In male flowers, the fungus grows into the anthers, which normally produce pollen. Once infected with the fungus, anthers are prevented from producing pollen and instead get filled with fungal cells. These fungal cells produce large quantities of teliospores, which eventually burst through the outer surface of the anther. The dikaryotic nuclei in the teliospore fuse to create a single nucleus with two copies of each chromosome (dikaryotic, 2n) prior to being released. The dark-colored, powdery teliospores look very different from pollen and give the flowers a sooty appearance once released. This feature of the Microbotryum life cycle resulted in the name “anther smut.” In female flowers, the fungus inhibits the development of the female parts and instead induces the flower to make stamen-like structures. As in male flowers, the anther at the top of each stamen becomes filled with teliospores. In perfect flowers, the anthers are coopted to produce spores and the female parts are inhibited.
Regardless of flower sex, end result is the same: absent or useless female parts and male parts appropriated for the production of fungal spores. Thanks to fungal modifications, the infected plant can neither spread its pollen nor produce pollenated seeds. The plant is therefore sterile and has been subjected to “parasitic castration.” Since the fungal infection is systemic, the plant will make only infected flowers in subsequent years.
The brilliant thing about the anther smut’s life cycle is that it spreads just like pollen normally would.

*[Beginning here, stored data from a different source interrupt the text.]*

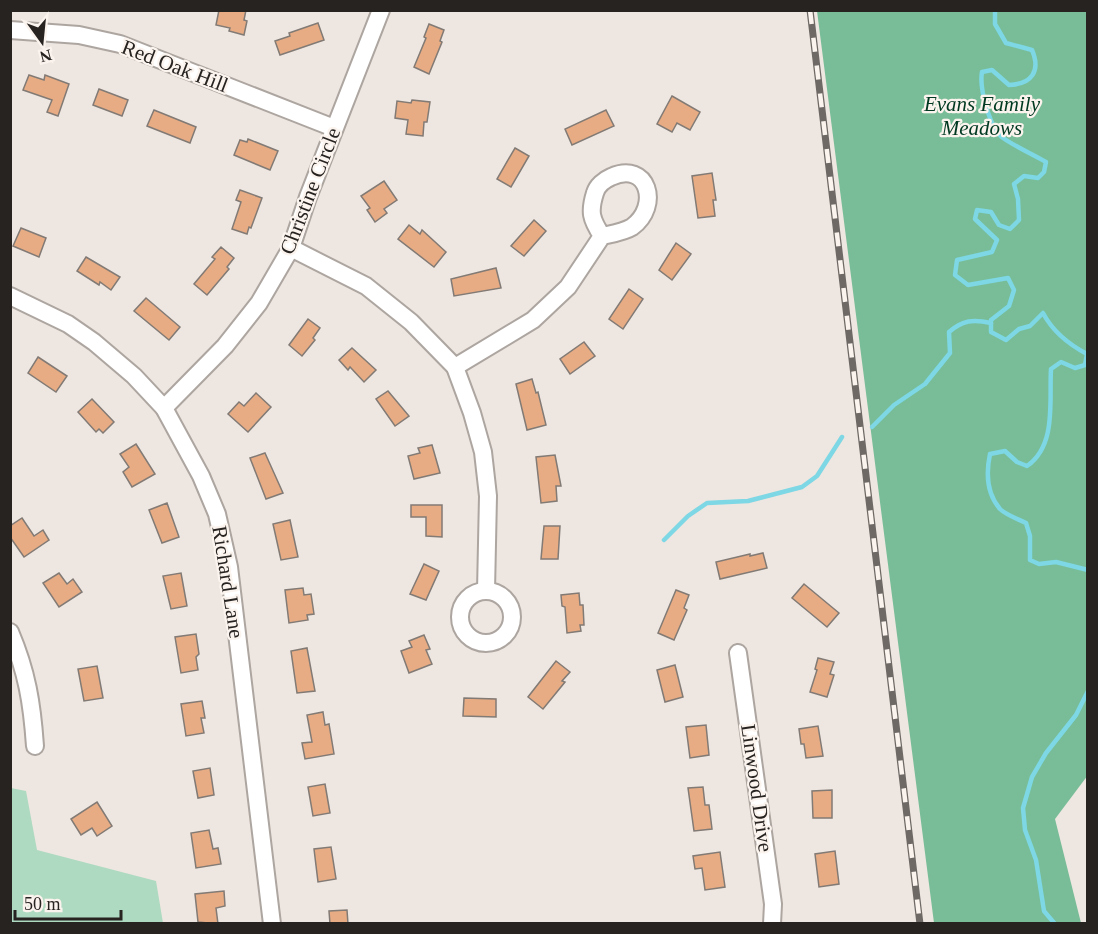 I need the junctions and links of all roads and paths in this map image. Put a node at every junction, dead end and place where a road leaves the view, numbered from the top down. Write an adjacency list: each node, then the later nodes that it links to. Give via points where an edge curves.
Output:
1 (381, 10): 3 (street, Christine Circle)
2 (10, 30): 3 (street, Red Oak Hill, via 79,35 120,44)
3 (334, 128): 5 (street, Christine Circle)
4 (602, 236): 7 (street, via 568,287 533,320)
5 (291, 248): 7 (street, via 366,286 411,322); 8 (street, Christine Circle, via 252,312 225,346)
6 (10, 296): 8 (street, Richard Lane, via 68,324 94,342)
7 (455, 367): 9 (street, via 483,452 488,496)
8 (164, 408): 13 (street, Richard Lane, via 213,504 229,567)
9 (486, 591)
10 (10, 632): 12 (street, via 31,699)
11 (738, 653): 14 (street, Linwood Drive, via 773,904)
12 (35, 746)
13 (272, 924)
14 (772, 924) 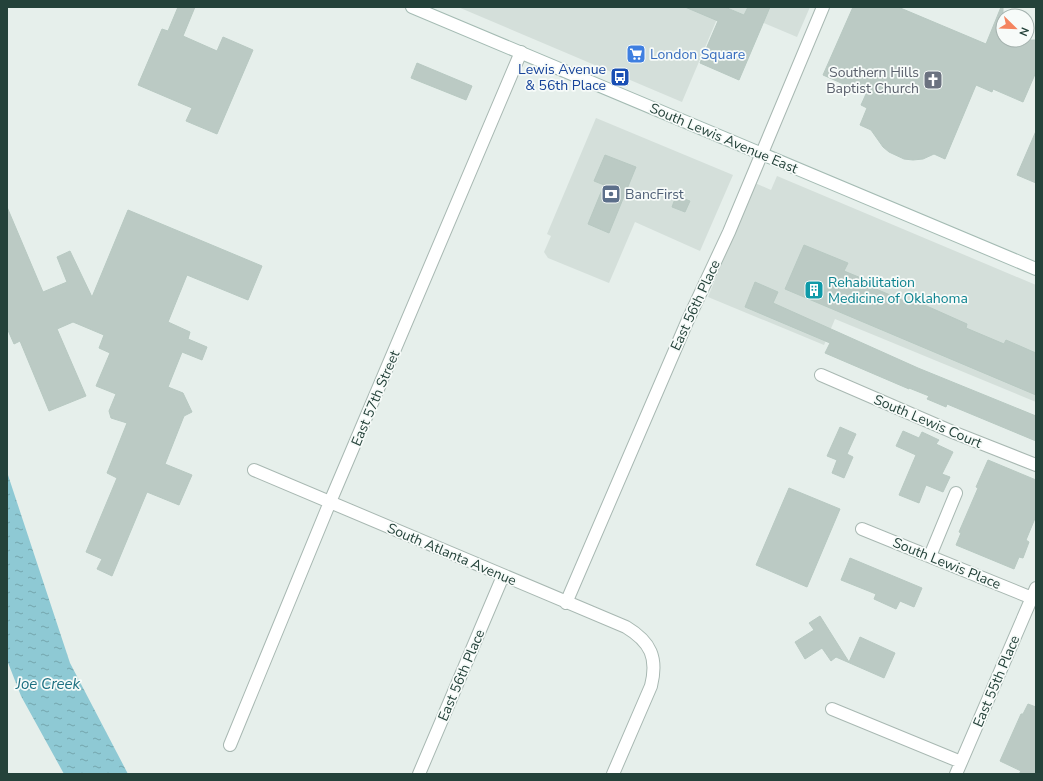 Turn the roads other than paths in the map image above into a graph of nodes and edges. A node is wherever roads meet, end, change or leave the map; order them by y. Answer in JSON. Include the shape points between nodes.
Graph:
{"nodes":[{"id":1,"x":412,"y":7,"type":"edge"},
{"id":2,"x":823,"y":7,"type":"edge"},
{"id":3,"x":520,"y":52,"type":"junction"},
{"id":4,"x":761,"y":154,"type":"junction"},
{"id":5,"x":1036,"y":268,"type":"edge"},
{"id":6,"x":821,"y":375,"type":"dead end"},
{"id":7,"x":1036,"y":465,"type":"edge"},
{"id":8,"x":254,"y":470,"type":"dead end"},
{"id":9,"x":956,"y":493,"type":"dead end"},
{"id":10,"x":330,"y":502,"type":"junction"},
{"id":11,"x":862,"y":529,"type":"dead end"},
{"id":12,"x":930,"y":556,"type":"junction"},
{"id":13,"x":504,"y":576,"type":"junction"},
{"id":14,"x":1034,"y":593,"type":"edge"},
{"id":15,"x":566,"y":602,"type":"junction"},
{"id":16,"x":832,"y":709,"type":"dead end"},
{"id":17,"x":230,"y":745,"type":"dead end"},
{"id":18,"x":961,"y":762,"type":"junction"},
{"id":19,"x":419,"y":774,"type":"edge"},
{"id":20,"x":613,"y":774,"type":"edge"},
{"id":21,"x":956,"y":774,"type":"edge"}],
"edges":[{"from":1,"to":3,"type":"street","name":"South Lewis Avenue East"},
{"from":2,"to":4,"type":"street","name":"East 56th Place"},
{"from":3,"to":4,"type":"street","name":"South Lewis Avenue East"},
{"from":3,"to":10,"type":"street","name":"East 57th Street"},
{"from":4,"to":5,"type":"street","name":"South Lewis Avenue East"},
{"from":4,"to":15,"type":"street","name":"East 56th Place"},
{"from":6,"to":7,"type":"street","name":"South Lewis Court"},
{"from":8,"to":10,"type":"street","name":"South Atlanta Avenue"},
{"from":9,"to":12,"type":"street"},
{"from":10,"to":13,"type":"street","name":"South Atlanta Avenue"},
{"from":10,"to":17,"type":"street","name":"East 57th Street"},
{"from":11,"to":12,"type":"street","name":"South Lewis Place"},
{"from":12,"to":14,"type":"street","name":"South Lewis Place"},
{"from":13,"to":15,"type":"street","name":"South Atlanta Avenue"},
{"from":13,"to":19,"type":"street","name":"East 56th Place"},
{"from":14,"to":18,"type":"street","name":"East 55th Place"},
{"from":15,"to":20,"type":"street","name":"South Atlanta Avenue","via":[[637,634],[653,658],[651,686]]},
{"from":16,"to":18,"type":"street"},
{"from":18,"to":21,"type":"street","name":"East 55th Place"}]}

Infected flowers still produce petals and nectar, which attract pollinators such as bees. While visiting an infected flower, these pollinators pick up the teliospores instead of pollen. As a result, the spores will be deposited on most of the flowers the pollinator visits afterward. Once landing on an uninfected plant, the fungus can begin its life cycle anew.
Anther smuts are not economically important, but they are very useful model systems for biologists. The most commonly researched anther smut system is Microbotryum violaceum on Silene species. Both flower and fungus can be found in the wild and easily grown in the lab, making the pair perfect for conducting in situ or in vitro studies. Additionally, these organisms have been minimally impacted by humans. For example, there has not been any widespread use of fungicides or herbicides against these species. Biologists use M. violaceum and Silene spp. to study various aspects of the host-parasite relationship, including: population dynamics, host specificity, host switching, and coevolution, just to name a few. Many of these concepts can be applied to other areas of biology, making anther smuts relevant to more than just mycology.